Auparavant, la musique s’achetait en physique, puis elle s’est progressivement dématérialisée dans la dernière décennie. En revanche, les concerts virtuels restaient encore marginaux. Avec 27,7 millions de spectateurs, le concert de Travis Scott prouve que cela s’apprête à changer.² Les métavers offrent des possibilités encore insoupçonnées, tout en simplifiant les contraintes logistiques, et c’est en cela que les métavers séduisent de plus en plus de monde. Ces espaces virtuels n’existent plus simplement dans la fiction : déjà bien ancrés dans nos vies depuis l’apparition du mode multijoueur dans les jeux vidéo, ils se démocratisent maintenant dans l’industrie de la musique. Quelle sera la prochaine étape ? Est-ce que les hologrammes peuvent être associés aux métavers ? Si l’on combine la technologie du direct et l’holographie, on peut réussir à supprimer les barrières géographiques et physiques, afin de se dédoubler, à l’instar de Jean-Luc Mélenchon en candidature à la présidentielle de 2017. Ces 2 technologies permettent de faire un pont entre la réalité et une autre dimension, ce qui rejoint l’idée du métavers.
Vous êtes constamment connectés à des métavers
Maintenant que vous comprenez et connaissez l’existence des métavers, réfléchissons sur notre époque actuelle. Peut-on considérer les réseaux sociaux, ou plus largement les mondes numériques, comme des métavers ? La réponse à cette question relève d’une interprétation, intime et subjective, mais essayons tout de même de l’étudier avec les critères objectifs que la définition nous donne.

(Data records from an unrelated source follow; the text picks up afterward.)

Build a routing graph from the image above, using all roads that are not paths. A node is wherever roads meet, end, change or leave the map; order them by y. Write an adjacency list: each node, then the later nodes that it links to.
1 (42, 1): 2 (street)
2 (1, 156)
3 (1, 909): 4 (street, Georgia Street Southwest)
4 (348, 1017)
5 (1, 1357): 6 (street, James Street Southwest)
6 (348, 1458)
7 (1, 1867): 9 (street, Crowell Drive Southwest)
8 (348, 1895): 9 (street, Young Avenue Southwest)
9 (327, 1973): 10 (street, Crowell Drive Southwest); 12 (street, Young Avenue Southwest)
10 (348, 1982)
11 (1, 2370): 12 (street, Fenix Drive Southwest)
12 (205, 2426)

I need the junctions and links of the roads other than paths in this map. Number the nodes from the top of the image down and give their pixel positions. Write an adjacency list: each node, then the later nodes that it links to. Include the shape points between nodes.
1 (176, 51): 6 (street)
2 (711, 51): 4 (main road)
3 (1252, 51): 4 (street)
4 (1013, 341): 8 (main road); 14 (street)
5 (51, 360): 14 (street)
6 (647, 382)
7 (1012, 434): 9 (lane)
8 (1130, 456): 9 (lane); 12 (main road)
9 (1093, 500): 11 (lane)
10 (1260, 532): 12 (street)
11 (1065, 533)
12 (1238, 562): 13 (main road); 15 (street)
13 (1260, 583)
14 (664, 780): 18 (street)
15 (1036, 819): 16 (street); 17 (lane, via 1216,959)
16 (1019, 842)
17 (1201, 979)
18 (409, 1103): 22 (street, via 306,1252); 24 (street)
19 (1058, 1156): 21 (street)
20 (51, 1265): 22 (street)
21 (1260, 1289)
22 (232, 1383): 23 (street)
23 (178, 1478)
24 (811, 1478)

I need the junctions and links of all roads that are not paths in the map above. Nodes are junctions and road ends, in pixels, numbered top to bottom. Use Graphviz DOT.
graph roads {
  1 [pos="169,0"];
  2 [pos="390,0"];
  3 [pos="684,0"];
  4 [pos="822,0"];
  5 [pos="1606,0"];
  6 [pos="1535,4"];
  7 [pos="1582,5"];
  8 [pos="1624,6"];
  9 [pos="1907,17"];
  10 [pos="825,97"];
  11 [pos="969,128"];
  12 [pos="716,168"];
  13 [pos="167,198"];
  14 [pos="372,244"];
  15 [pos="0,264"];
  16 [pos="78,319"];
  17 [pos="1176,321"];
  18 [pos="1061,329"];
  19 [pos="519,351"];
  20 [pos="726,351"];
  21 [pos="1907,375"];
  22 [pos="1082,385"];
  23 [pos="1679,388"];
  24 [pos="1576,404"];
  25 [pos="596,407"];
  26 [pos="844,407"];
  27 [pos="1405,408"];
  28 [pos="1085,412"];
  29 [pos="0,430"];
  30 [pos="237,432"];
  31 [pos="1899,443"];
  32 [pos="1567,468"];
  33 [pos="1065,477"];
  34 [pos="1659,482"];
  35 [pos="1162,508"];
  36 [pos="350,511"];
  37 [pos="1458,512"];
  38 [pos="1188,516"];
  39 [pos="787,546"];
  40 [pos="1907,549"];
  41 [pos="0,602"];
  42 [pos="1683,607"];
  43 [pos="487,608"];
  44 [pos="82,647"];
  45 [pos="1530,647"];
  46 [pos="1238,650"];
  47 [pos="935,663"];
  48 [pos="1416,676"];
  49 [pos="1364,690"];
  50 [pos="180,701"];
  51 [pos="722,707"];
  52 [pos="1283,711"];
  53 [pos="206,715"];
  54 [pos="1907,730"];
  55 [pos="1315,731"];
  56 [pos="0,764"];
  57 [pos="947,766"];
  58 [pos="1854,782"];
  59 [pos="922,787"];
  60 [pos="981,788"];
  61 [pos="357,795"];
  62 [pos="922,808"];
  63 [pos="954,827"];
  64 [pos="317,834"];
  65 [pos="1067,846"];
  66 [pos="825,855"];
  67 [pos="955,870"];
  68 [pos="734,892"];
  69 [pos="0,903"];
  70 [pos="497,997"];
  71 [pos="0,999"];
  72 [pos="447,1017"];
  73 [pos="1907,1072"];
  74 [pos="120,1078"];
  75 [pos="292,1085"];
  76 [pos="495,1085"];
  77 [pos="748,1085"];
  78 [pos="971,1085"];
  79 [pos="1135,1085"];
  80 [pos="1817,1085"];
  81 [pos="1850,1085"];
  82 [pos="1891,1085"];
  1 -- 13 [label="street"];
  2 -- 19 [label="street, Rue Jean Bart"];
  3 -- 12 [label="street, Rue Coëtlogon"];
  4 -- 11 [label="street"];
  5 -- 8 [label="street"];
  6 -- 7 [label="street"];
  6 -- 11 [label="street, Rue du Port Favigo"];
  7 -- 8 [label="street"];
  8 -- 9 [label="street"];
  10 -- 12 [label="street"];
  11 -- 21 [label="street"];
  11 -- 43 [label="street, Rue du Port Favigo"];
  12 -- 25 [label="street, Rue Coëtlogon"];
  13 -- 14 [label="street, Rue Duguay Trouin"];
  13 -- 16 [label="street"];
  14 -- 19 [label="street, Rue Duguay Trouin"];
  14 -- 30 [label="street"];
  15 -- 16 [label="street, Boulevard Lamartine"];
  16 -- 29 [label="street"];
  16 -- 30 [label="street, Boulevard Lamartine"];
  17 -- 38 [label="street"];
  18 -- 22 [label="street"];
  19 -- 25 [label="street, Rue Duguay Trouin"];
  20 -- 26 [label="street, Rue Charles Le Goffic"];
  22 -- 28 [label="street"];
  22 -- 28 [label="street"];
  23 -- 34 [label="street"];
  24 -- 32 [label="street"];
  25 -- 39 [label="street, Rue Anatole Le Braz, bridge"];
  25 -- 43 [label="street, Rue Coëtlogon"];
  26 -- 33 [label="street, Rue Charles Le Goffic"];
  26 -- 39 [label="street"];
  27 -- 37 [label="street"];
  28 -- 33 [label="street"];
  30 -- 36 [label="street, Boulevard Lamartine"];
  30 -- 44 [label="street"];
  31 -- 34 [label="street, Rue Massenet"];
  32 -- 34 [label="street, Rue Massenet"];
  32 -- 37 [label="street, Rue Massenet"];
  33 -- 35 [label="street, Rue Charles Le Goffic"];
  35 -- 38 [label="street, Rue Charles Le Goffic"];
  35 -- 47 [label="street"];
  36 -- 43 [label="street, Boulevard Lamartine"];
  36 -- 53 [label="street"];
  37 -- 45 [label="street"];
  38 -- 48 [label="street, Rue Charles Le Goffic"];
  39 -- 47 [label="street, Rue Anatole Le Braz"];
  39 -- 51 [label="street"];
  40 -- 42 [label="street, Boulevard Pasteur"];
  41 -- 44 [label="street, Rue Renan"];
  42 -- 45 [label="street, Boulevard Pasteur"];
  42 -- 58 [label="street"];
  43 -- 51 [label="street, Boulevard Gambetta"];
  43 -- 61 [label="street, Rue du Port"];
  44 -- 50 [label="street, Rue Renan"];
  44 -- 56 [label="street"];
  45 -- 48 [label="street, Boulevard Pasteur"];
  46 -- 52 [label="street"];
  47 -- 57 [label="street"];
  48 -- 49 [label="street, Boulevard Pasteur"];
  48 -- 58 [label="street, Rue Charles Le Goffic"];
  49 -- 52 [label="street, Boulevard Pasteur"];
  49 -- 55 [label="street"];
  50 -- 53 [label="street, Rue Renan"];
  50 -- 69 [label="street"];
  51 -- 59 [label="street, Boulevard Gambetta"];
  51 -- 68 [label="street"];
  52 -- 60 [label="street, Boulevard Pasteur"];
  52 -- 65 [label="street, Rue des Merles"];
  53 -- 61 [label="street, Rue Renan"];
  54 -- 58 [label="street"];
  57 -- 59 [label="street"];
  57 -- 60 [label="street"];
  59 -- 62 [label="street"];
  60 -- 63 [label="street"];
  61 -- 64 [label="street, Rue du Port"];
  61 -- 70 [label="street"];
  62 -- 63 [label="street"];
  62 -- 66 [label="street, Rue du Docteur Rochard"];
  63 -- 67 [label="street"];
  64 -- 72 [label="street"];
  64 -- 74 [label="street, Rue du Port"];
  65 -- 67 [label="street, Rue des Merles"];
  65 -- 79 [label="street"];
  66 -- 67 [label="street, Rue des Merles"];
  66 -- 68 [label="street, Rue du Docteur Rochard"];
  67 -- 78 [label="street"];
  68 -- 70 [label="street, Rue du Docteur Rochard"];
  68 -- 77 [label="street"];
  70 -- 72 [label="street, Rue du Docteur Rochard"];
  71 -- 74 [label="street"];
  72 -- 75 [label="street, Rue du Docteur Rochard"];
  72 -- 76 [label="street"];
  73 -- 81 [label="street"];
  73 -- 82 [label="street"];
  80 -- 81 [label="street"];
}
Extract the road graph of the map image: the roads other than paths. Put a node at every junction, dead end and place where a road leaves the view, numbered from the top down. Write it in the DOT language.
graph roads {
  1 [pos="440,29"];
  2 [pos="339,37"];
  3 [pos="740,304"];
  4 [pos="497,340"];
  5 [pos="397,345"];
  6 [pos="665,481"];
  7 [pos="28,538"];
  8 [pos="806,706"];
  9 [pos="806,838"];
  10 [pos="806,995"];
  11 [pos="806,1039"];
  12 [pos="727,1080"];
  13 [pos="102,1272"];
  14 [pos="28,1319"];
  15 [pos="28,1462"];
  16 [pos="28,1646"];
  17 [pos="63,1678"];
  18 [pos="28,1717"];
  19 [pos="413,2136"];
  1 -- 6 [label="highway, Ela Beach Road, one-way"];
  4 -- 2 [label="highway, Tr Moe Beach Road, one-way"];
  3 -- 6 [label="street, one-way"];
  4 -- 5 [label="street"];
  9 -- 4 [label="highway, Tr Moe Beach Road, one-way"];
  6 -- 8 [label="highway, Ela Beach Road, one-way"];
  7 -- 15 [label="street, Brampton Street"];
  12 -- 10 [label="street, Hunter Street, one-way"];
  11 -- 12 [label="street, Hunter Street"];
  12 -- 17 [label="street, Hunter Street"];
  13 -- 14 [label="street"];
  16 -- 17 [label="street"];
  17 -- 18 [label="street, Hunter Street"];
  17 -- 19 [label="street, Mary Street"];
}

Lorsque nous sommes sur internet, nous utilisons souvent un pseudonyme pour masquer notre identité et nous choisissons un avatar pour communiquer, interagir ou partager des informations. Nous avons le choix de payer en ligne, et tout cela est géré par des programmes informatiques. Dans ce cas de figure, nous possédons un avatar, la plateforme est gérée par des algorithmes et nous pouvons nous y mouvoir comme bon nous semble. Dans les configurations actuelles, il semblerait donc que le numérique soit un métavers. Cependant, cela dépend de si l’on considère qu’un avatar doit être représenté en 3D (et peut se mouvoir de manière similaire à la réalité) dans un métavers ou non. Sur ce point, je vous laisse faire votre avis et considérer votre propre définition.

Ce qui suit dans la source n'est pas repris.